What to work on:
If a line of the records contains the word "nodes", list it.

Data under study:
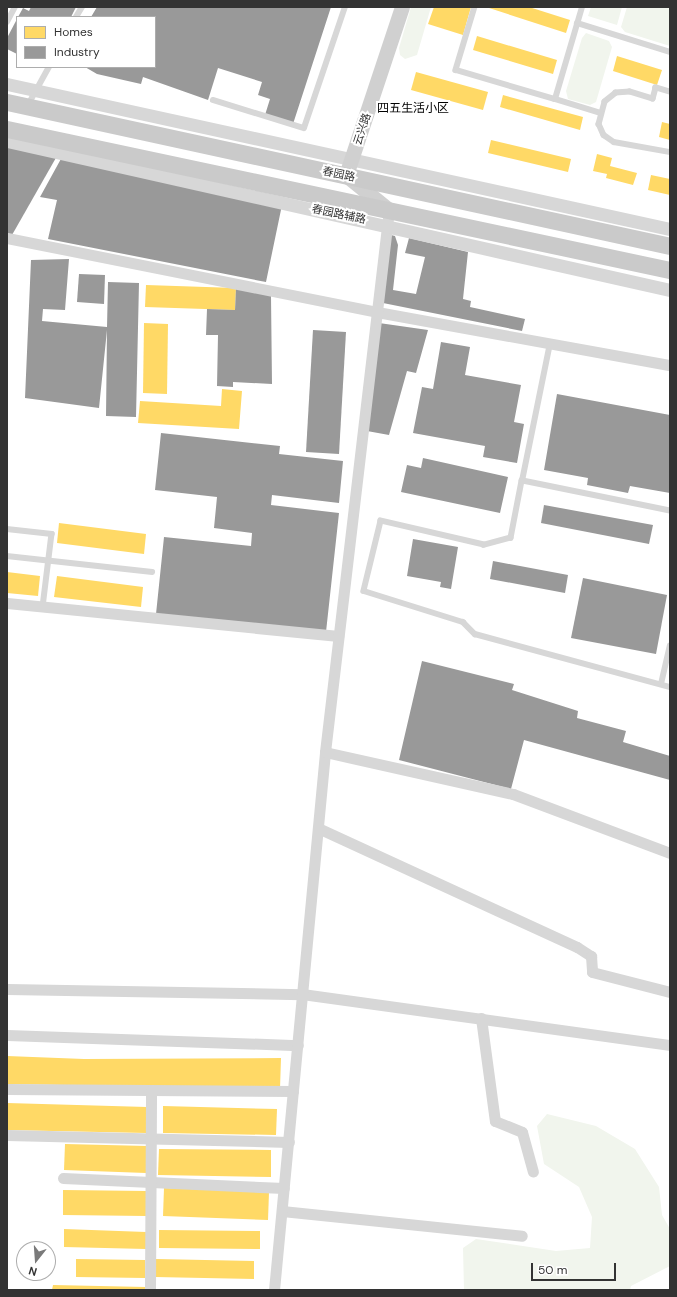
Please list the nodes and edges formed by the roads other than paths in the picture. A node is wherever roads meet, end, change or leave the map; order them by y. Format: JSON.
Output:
{"nodes":[{"id":1,"x":15,"y":7,"type":"edge"},
{"id":2,"x":82,"y":7,"type":"edge"},
{"id":3,"x":345,"y":7,"type":"edge"},
{"id":4,"x":402,"y":7,"type":"edge"},
{"id":5,"x":475,"y":7,"type":"edge"},
{"id":6,"x":582,"y":7,"type":"edge"},
{"id":7,"x":77,"y":16,"type":"edge"},
{"id":8,"x":7,"y":22,"type":"edge"},
{"id":9,"x":577,"y":23,"type":"junction"},
{"id":10,"x":670,"y":52,"type":"edge"},
{"id":11,"x":48,"y":68,"type":"edge"},
{"id":12,"x":7,"y":84,"type":"edge"},
{"id":13,"x":36,"y":91,"type":"junction"},
{"id":14,"x":670,"y":92,"type":"edge"},
{"id":15,"x":555,"y":99,"type":"junction"},
{"id":16,"x":213,"y":100,"type":"dead end"},
{"id":17,"x":7,"y":102,"type":"edge"},
{"id":18,"x":27,"y":106,"type":"junction"},
{"id":19,"x":601,"y":113,"type":"junction"},
{"id":20,"x":7,"y":129,"type":"edge"},
{"id":21,"x":7,"y":141,"type":"edge"},
{"id":22,"x":670,"y":152,"type":"edge"},
{"id":23,"x":352,"y":159,"type":"junction"},
{"id":24,"x":346,"y":175,"type":"junction"},
{"id":25,"x":388,"y":217,"type":"junction"},
{"id":26,"x":670,"y":229,"type":"edge"},
{"id":27,"x":7,"y":238,"type":"edge"},
{"id":28,"x":670,"y":246,"type":"edge"},
{"id":29,"x":670,"y":270,"type":"edge"},
{"id":30,"x":670,"y":290,"type":"edge"},
{"id":31,"x":377,"y":312,"type":"junction"},
{"id":32,"x":550,"y":343,"type":"junction"},
{"id":33,"x":670,"y":365,"type":"edge"},
{"id":34,"x":522,"y":481,"type":"junction"},
{"id":35,"x":670,"y":511,"type":"edge"},
{"id":36,"x":7,"y":529,"type":"edge"},
{"id":37,"x":7,"y":556,"type":"edge"},
{"id":38,"x":49,"y":560,"type":"junction"},
{"id":39,"x":152,"y":572,"type":"dead end"},
{"id":40,"x":7,"y":603,"type":"edge"},
{"id":41,"x":43,"y":607,"type":"junction"},
{"id":42,"x":338,"y":636,"type":"junction"},
{"id":43,"x":670,"y":646,"type":"edge"},
{"id":44,"x":661,"y":684,"type":"junction"},
{"id":45,"x":670,"y":686,"type":"edge"},
{"id":46,"x":325,"y":752,"type":"junction"},
{"id":47,"x":318,"y":828,"type":"junction"},
{"id":48,"x":670,"y":853,"type":"edge"},
{"id":49,"x":7,"y":989,"type":"edge"},
{"id":50,"x":670,"y":992,"type":"edge"},
{"id":51,"x":302,"y":994,"type":"junction"},
{"id":52,"x":481,"y":1018,"type":"junction"},
{"id":53,"x":7,"y":1035,"type":"edge"},
{"id":54,"x":298,"y":1045,"type":"junction"},
{"id":55,"x":670,"y":1045,"type":"edge"},
{"id":56,"x":7,"y":1089,"type":"edge"},
{"id":57,"x":151,"y":1090,"type":"junction"},
{"id":58,"x":293,"y":1091,"type":"junction"},
{"id":59,"x":7,"y":1135,"type":"edge"},
{"id":60,"x":150,"y":1138,"type":"junction"},
{"id":61,"x":289,"y":1142,"type":"junction"},
{"id":62,"x":533,"y":1172,"type":"dead end"},
{"id":63,"x":63,"y":1178,"type":"dead end"},
{"id":64,"x":151,"y":1182,"type":"junction"},
{"id":65,"x":284,"y":1188,"type":"junction"},
{"id":66,"x":282,"y":1211,"type":"junction"},
{"id":67,"x":522,"y":1236,"type":"dead end"},
{"id":68,"x":150,"y":1290,"type":"edge"},
{"id":69,"x":274,"y":1290,"type":"edge"}],
"edges":[{"from":1,"to":8,"type":"lane"},
{"from":2,"to":7,"type":"lane"},
{"from":3,"to":16,"type":"lane"},
{"from":4,"to":23,"type":"main road","name":"云兴路"},
{"from":5,"to":15,"type":"lane"},
{"from":6,"to":9,"type":"lane"},
{"from":9,"to":10,"type":"lane"},
{"from":9,"to":15,"type":"lane"},
{"from":11,"to":13,"type":"lane"},
{"from":12,"to":13,"type":"street"},
{"from":13,"to":18,"type":"lane"},
{"from":13,"to":23,"type":"street"},
{"from":14,"to":19,"type":"lane"},
{"from":15,"to":19,"type":"lane"},
{"from":17,"to":18,"type":"main road","name":"春园路"},
{"from":18,"to":24,"type":"main road","name":"春园路"},
{"from":19,"to":22,"type":"lane"},
{"from":20,"to":25,"type":"main road"},
{"from":21,"to":25,"type":"street","name":"春园路辅路"},
{"from":23,"to":24,"type":"main road","name":"云兴路"},
{"from":23,"to":26,"type":"street"},
{"from":24,"to":25,"type":"main road"},
{"from":24,"to":28,"type":"main road","name":"春园路"},
{"from":25,"to":29,"type":"main road"},
{"from":25,"to":30,"type":"street","name":"春园路辅路"},
{"from":25,"to":31,"type":"street"},
{"from":27,"to":31,"type":"street"},
{"from":31,"to":32,"type":"street"},
{"from":31,"to":42,"type":"street"},
{"from":32,"to":33,"type":"street"},
{"from":32,"to":34,"type":"lane"},
{"from":34,"to":35,"type":"lane"},
{"from":34,"to":44,"type":"lane"},
{"from":36,"to":38,"type":"lane"},
{"from":37,"to":38,"type":"lane"},
{"from":38,"to":39,"type":"lane"},
{"from":38,"to":41,"type":"lane"},
{"from":40,"to":41,"type":"street"},
{"from":41,"to":42,"type":"street"},
{"from":42,"to":46,"type":"street"},
{"from":43,"to":44,"type":"lane"},
{"from":44,"to":45,"type":"lane"},
{"from":46,"to":47,"type":"street"},
{"from":46,"to":48,"type":"street"},
{"from":47,"to":50,"type":"street"},
{"from":47,"to":51,"type":"street"},
{"from":49,"to":51,"type":"street"},
{"from":51,"to":52,"type":"street"},
{"from":51,"to":54,"type":"street"},
{"from":52,"to":55,"type":"street"},
{"from":52,"to":62,"type":"street"},
{"from":53,"to":54,"type":"street"},
{"from":54,"to":58,"type":"street"},
{"from":56,"to":57,"type":"street"},
{"from":57,"to":58,"type":"street"},
{"from":57,"to":60,"type":"street"},
{"from":58,"to":61,"type":"street"},
{"from":59,"to":60,"type":"street"},
{"from":60,"to":61,"type":"street"},
{"from":60,"to":64,"type":"street"},
{"from":61,"to":65,"type":"street"},
{"from":63,"to":64,"type":"street"},
{"from":64,"to":65,"type":"street"},
{"from":64,"to":68,"type":"street"},
{"from":65,"to":66,"type":"street"},
{"from":66,"to":67,"type":"street"},
{"from":66,"to":69,"type":"street"}]}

Exercise output:
Please list the nodes and edges formed by the roads other than paths in the picture. A node is wherever roads meet, end, change or leave the map; order them by y. Format: JSON.
{"nodes":[{"id":1,"x":15,"y":7,"type":"edge"},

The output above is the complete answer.